The President, Michael D. Higgins, is today (Sunday 21 May) officiating at the National Famine Commemoration in Milford, Co. Donegal. The Government will be represented by Jack Chambers, Minister of State at the Department of Transport & Department of the Environment, Climate & Communications.
The formal State ceremony will feature a keynote address by President Higgins, and include military honours and a wreath laying ceremony in remembrance of all those who died during the Famine. Minister Chambers will also address the event.
In addition to the President, wreaths will also be laid by His Excellency, The Most Reverend Luis Mariano Montemayor, Apostolic Nuncio, Dean of the Diplomatic Corps; and Councillor Liam Blaney Cathaoirleach of Donegal County Council.
Music at the event will be provided by local musicians from Comhaltas Ceoltóirí Éireann Maoil Ruaidh, while Mairéad Ní Mhaonaigh, fiddler and singer with Altan, will perform the traditional lullaby ‘Dún do Shúil’ accompanied by guitarist Steve Cooney. The public ceremony will also be broadcast on the RTÉ News channel.
President Michael D Higgins said:
“National Famine Commemoration Day is an opportunity for all of us to reflect on and recall the lives, the suffering and the loss of that tragic event imposed on Irish people which we call An Gorta Mór, the Great Hunger, the Irish Famine. It is an opportunity too to remember those who fled to create new lives abroad, and reflect on the best lessons we might take from such a recall and how it might influence our contemporary lives and the lives of others. This year’s setting at the old site of the Milford workhouse is so appropriate given the adversity endured by the people of Donegal in the face of poverty, hunger and emigration throughout the 19th century and in particular during the Great Hunger.

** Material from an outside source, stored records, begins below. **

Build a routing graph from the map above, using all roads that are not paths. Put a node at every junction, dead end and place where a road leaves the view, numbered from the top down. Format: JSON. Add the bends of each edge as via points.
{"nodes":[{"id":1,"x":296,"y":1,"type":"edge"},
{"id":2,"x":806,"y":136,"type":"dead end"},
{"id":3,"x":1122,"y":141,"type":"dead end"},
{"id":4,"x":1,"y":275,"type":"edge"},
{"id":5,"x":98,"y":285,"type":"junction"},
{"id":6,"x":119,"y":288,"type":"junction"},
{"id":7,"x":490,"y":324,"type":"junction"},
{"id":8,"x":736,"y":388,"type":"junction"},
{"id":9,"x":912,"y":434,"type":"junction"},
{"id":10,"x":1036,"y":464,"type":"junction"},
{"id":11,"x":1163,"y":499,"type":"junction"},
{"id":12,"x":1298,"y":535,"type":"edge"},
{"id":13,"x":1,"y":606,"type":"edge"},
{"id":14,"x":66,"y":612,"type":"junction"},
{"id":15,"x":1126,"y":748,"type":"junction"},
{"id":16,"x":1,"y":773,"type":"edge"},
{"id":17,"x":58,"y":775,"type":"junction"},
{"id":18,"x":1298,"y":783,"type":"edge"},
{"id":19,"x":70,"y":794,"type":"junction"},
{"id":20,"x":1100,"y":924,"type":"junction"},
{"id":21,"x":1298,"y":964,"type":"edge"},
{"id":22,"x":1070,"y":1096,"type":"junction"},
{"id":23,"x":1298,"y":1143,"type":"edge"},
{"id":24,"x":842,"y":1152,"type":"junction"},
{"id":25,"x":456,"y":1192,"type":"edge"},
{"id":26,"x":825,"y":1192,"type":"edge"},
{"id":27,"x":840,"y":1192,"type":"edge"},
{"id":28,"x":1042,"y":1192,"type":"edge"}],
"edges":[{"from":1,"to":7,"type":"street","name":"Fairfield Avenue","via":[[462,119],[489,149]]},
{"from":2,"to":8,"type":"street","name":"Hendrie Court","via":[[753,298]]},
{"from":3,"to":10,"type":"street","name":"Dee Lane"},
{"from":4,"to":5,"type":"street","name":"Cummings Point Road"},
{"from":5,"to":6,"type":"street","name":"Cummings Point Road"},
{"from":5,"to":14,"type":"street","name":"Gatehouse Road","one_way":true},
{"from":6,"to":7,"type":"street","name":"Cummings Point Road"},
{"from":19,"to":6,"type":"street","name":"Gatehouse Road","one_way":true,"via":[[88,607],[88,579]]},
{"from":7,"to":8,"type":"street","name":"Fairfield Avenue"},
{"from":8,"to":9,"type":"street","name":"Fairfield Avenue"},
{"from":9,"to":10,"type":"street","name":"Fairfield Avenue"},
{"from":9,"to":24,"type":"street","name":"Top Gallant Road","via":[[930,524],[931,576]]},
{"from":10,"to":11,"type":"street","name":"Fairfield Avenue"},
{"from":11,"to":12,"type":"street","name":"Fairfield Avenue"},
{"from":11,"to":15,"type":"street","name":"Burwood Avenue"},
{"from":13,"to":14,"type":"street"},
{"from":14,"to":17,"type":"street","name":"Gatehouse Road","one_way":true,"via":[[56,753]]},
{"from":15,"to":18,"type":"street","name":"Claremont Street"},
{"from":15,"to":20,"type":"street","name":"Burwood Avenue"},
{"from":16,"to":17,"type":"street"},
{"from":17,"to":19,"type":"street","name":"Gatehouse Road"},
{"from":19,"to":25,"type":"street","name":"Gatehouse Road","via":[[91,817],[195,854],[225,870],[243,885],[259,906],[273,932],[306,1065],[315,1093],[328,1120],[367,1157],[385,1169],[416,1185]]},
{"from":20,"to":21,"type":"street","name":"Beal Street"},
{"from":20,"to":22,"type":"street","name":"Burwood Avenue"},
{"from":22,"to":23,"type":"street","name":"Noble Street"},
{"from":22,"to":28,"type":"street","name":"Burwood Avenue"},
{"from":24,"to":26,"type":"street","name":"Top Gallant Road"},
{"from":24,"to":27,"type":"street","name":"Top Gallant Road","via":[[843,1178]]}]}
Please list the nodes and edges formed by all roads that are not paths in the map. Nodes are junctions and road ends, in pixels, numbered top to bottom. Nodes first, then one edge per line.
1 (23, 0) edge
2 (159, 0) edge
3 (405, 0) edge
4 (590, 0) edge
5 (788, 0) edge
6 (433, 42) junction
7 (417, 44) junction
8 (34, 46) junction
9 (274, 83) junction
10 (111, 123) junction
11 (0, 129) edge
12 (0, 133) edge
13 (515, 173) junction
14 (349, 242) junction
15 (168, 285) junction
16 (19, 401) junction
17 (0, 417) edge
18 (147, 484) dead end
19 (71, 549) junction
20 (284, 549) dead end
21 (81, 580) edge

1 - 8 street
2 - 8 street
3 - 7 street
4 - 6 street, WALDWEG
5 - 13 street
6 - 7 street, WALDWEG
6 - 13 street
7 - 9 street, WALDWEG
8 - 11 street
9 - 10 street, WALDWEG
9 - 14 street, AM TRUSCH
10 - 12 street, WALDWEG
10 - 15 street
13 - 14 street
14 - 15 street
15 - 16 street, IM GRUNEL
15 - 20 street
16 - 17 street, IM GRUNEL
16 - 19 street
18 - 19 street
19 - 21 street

The legacy of An Gorta Mór is complex, deep, wide, has many strands that have impacted on the Irish collective psyche as well as at the individual level. Its legacy is one of involuntary emigration, cultural loss, demoralisation and loss of confidence, both in terms of population and in terms of its impact on the Irish language and the marks this would have on the country, and in particular on Irish society. Given this foundational part of our near historical experience, it is easy to understand how the continuing issues of food security and food sovereignty in our contemporary world resonate profoundly with us as a people and must feature in our ethical reflections and our responses as we commemorate the period of An Gorta Mór. The strong commitment of the Irish people to humanitarian aid and relief is of course strongly related to our own past struggle with hunger, engrained in our collective memory. It is an example of the Irishness we wish to be known by, one grounded in decency, in ethical principles, taking our share of global responsibility.
We have a moral and ethical responsibility to support our global family in dire need, to help with sustainable solutions to ending all famines, wherever they occur on our shared, vulnerable planet, and to provide a decisive response to climate change which itself is leading to an increased incidence of famines globally. The parallels with An Gorta Mór and the mass displacement it caused 175 years ago must not be lost on us. We have a moral duty to continue to honour our commitments to those vulnerable and displaced who seek asylum and refuge on our shores.”
Catherine Martin, Minister for Tourism, Culture, Arts, Gaeltacht, Sport and Media, and Chair of the National Famine Commemoration Committee said today:
“The Great Famine fundamentally altered this country, and its people, in so many ways. Today’s ceremony allows us to solemnly remember the devastating impact on the millions of people who suffered, died, or emigrated. The National Famine Commemoration is a key event for ensuring that this legacy is honoured.”
Minister Chambers, who will attend the commemoration on behalf of the Government, said:
“It is particularly appropriate that today’s event is being held here in Donegal, where the impact of the Great Famine and its legacy of emigration shaped the lives of its communities and people for too long. But today is also an opportunity to honour the courage and determination of those who were forced to leave these shores. Despite the challenges and horrors they faced, they flourished and created a thriving diaspora which continues to maintain its connection to Ireland”.